Le peuple japonais a un caractère si atroce 1 , que ses législateurs et ses magistrats n’ont pu avoir aucune confiance en lui : ils ne lui ont mis devant les yeux que des juges, des menaces et des châtiments ; ils l’ont soumis, pour chaque démarche, à l’inquisition de la police. Ces lois qui, sur cinq chefs de famille, en établissent un comme magistrat sur les quatre autres ; ces lois qui, pour un seul crime, punissent toute une famille ou tout un quartier ; ces lois, qui ne trouvent point d’innocents là où il peut y avoir un coupable, sont faites pour que tous les hommes se méfient les uns des autres, pour que chacun recherche la conduite de chacun, et qu’il en soit l’inspecteur, le témoin et le juge.
Le peuple des Indes au contraire est doux 2 , tendre, compatissant : aussi ses législateurs ont-ils eu une grande confiance en lui. Ils ont établi peu 3 de peines, et elles sont peu sévères ; elles ne sont pas même rigoureusement exécutées. Ils ont donné les neveux aux oncles, les orphelins aux tuteurs, comme on les donne ailleurs à leurs pères : ils ont réglé la succession par le mérite reconnu du successeur. Il semble qu’ils ont pensé que chaque citoyen devait se reposer sur le bon naturel des autres.

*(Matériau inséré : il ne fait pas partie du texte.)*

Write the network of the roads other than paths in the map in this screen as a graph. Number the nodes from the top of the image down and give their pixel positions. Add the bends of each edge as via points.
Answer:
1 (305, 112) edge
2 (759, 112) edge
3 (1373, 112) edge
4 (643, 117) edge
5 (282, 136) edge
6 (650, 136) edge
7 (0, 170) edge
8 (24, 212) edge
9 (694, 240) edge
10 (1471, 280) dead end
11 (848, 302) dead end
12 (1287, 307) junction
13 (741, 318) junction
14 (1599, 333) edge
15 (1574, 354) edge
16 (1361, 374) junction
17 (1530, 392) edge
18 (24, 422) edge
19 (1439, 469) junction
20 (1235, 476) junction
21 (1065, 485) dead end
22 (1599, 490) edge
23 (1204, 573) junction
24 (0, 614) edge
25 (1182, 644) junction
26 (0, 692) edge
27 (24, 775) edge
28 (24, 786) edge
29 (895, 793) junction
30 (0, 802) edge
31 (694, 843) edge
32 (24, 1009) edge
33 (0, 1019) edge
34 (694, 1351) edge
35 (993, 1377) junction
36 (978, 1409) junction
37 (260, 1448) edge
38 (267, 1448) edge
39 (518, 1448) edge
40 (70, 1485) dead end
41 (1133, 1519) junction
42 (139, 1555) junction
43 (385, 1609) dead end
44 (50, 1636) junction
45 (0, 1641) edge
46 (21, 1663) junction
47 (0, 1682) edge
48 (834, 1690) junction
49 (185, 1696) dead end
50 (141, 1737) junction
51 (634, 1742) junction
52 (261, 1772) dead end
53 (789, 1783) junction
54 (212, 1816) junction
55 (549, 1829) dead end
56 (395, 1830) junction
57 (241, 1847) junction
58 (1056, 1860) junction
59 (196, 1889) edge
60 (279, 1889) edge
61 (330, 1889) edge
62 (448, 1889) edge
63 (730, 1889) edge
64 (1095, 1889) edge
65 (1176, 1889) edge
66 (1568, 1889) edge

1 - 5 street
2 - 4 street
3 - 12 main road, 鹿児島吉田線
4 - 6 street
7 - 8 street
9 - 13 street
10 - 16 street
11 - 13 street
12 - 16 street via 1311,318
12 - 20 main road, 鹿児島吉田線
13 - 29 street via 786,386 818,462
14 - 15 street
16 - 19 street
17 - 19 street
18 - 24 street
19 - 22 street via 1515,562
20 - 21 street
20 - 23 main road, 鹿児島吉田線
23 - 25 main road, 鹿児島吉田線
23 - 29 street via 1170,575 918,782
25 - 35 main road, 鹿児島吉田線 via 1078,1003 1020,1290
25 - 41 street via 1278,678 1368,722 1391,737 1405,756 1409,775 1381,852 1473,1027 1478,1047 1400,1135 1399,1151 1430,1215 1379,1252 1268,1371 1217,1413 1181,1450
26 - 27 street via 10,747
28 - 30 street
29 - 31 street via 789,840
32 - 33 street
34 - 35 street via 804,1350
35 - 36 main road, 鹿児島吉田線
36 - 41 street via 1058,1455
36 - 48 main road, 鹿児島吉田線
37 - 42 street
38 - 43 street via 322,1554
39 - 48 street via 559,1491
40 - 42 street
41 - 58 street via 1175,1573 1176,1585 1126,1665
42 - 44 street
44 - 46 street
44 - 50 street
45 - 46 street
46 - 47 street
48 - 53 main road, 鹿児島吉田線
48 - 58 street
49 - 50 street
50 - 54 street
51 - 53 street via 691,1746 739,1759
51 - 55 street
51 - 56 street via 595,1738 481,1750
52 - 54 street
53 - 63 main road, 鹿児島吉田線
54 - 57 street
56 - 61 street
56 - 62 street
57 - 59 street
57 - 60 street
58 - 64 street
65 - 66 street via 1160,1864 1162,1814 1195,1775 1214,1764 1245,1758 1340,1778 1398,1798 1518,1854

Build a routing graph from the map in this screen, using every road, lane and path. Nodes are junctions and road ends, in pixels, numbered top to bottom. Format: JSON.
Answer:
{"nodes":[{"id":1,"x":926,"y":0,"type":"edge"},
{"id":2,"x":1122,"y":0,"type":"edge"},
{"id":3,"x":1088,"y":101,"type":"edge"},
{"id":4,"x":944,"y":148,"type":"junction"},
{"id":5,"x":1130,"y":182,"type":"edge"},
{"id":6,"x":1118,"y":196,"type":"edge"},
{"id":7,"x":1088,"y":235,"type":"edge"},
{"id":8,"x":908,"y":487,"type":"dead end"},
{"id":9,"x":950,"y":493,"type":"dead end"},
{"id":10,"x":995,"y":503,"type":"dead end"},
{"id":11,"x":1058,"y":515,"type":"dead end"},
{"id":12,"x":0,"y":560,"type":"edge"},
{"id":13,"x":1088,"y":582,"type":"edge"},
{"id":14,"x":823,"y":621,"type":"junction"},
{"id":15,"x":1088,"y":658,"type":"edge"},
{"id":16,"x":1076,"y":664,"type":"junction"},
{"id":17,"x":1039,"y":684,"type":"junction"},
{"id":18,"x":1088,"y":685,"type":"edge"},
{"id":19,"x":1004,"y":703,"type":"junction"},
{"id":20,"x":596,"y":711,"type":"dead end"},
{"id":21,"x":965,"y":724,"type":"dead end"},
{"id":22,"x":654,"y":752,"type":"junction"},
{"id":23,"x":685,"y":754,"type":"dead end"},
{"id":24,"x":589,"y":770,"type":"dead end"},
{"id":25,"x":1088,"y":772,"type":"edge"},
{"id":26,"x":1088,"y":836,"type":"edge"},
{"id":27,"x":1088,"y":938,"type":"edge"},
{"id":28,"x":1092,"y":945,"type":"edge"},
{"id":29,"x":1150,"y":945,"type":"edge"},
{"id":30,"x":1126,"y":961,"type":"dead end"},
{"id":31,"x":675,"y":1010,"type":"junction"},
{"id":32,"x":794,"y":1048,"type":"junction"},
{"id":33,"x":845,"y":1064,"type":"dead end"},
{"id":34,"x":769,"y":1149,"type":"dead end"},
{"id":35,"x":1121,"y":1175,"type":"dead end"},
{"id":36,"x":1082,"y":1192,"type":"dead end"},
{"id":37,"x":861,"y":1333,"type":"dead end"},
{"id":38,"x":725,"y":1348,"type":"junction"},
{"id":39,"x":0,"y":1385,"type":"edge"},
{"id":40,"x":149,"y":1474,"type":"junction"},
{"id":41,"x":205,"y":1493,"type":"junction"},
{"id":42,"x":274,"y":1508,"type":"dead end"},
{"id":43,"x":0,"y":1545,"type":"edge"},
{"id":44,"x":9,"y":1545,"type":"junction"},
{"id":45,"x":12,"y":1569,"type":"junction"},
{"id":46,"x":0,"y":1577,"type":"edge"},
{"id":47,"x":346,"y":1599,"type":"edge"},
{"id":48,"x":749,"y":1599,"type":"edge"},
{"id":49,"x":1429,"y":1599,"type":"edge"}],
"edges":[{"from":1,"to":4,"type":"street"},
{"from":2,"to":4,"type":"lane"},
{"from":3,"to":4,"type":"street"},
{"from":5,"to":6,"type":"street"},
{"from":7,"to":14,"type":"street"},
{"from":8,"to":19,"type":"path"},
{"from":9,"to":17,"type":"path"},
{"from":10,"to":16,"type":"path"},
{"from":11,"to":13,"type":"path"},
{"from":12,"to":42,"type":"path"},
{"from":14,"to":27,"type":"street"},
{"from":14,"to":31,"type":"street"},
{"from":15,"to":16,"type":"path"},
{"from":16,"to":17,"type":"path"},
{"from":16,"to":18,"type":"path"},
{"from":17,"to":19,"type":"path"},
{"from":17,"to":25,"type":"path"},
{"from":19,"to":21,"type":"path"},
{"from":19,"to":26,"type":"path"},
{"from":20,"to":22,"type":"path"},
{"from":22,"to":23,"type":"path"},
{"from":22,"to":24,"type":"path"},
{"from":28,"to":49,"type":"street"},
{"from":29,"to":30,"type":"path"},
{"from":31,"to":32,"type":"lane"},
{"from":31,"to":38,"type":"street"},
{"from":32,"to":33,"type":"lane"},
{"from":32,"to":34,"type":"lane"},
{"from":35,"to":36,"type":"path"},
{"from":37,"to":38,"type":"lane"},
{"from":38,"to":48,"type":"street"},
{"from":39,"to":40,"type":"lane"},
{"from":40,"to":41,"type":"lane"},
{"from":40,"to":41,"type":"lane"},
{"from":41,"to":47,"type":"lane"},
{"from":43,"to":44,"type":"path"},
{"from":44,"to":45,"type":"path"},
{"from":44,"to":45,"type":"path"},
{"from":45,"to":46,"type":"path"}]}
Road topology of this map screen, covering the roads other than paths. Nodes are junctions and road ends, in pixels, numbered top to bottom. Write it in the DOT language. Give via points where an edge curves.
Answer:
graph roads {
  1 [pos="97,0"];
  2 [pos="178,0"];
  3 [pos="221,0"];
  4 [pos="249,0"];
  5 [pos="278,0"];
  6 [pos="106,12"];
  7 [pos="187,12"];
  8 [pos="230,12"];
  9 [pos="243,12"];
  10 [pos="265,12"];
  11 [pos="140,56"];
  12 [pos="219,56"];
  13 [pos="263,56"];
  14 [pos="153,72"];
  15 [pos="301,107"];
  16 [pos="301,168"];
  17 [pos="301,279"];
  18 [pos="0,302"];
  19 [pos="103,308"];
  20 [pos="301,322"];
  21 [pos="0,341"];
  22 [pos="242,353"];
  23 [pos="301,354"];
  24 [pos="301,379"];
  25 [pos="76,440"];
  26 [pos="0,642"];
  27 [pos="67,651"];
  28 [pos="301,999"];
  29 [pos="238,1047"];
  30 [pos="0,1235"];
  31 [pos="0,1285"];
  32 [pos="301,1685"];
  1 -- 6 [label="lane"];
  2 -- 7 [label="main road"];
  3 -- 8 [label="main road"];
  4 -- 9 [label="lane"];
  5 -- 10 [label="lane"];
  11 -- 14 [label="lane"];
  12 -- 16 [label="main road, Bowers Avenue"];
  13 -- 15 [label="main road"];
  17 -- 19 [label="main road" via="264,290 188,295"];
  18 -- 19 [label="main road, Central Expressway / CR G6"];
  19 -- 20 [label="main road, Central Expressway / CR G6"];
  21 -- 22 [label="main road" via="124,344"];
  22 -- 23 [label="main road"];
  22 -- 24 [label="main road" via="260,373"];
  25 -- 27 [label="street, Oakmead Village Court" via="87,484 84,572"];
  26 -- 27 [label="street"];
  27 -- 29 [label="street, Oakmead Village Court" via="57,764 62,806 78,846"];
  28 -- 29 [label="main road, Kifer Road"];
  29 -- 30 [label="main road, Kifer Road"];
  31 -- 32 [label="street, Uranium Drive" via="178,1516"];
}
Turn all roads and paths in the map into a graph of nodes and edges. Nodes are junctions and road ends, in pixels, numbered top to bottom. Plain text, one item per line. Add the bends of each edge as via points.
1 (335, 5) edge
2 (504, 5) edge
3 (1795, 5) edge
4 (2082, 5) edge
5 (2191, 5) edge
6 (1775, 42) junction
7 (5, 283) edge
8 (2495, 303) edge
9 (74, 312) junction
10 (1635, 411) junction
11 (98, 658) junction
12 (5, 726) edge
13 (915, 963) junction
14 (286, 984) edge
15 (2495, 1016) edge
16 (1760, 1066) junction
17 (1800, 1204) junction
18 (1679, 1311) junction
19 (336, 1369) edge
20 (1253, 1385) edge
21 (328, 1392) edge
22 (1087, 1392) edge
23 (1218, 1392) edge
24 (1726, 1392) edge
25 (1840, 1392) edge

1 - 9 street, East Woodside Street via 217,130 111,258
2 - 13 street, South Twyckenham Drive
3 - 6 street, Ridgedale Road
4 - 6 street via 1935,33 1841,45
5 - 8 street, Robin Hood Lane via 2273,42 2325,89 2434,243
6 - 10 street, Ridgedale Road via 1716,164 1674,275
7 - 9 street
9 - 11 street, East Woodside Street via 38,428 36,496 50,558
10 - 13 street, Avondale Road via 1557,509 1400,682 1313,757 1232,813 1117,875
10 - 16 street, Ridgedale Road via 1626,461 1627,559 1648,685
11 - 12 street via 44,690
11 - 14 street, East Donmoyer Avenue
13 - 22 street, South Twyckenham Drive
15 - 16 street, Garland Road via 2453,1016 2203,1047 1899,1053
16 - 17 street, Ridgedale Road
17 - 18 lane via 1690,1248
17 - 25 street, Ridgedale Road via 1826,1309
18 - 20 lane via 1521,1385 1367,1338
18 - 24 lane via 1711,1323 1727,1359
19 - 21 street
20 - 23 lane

Ils donnent aisément la liberté 4 à leurs esclaves ; ils les marient, ils les traitent comme leurs enfants 5 : heureux climat, qui fait naître la candeur des mœurs, et produit la douceur des lois !
1 Sup., VI, XIII ; XII, XIV.
2 Voyez Bernier, t. II, p. 140. (M.)
3 Voyez dans le quatorzième recueil des Lettres édifiantes, p. 403, les principales lois ou coutumes des peuples de l’Inde de la presqu’île deçà le Gange. (M.)
4 Lettres édifiantes, neuvième recueil, p. 378. (M.)
5 J’avais pensé que la douceur de l’esclavage, aux Indes, avait fait dire à Diodore qu’il n’y avait dans ce pays ni maître ni esclave ; mais Diodore a attribué à toute l’Inde ce qui, selon Strabon, liv. XV, n’était propre qu’à une nation particulière. (M.)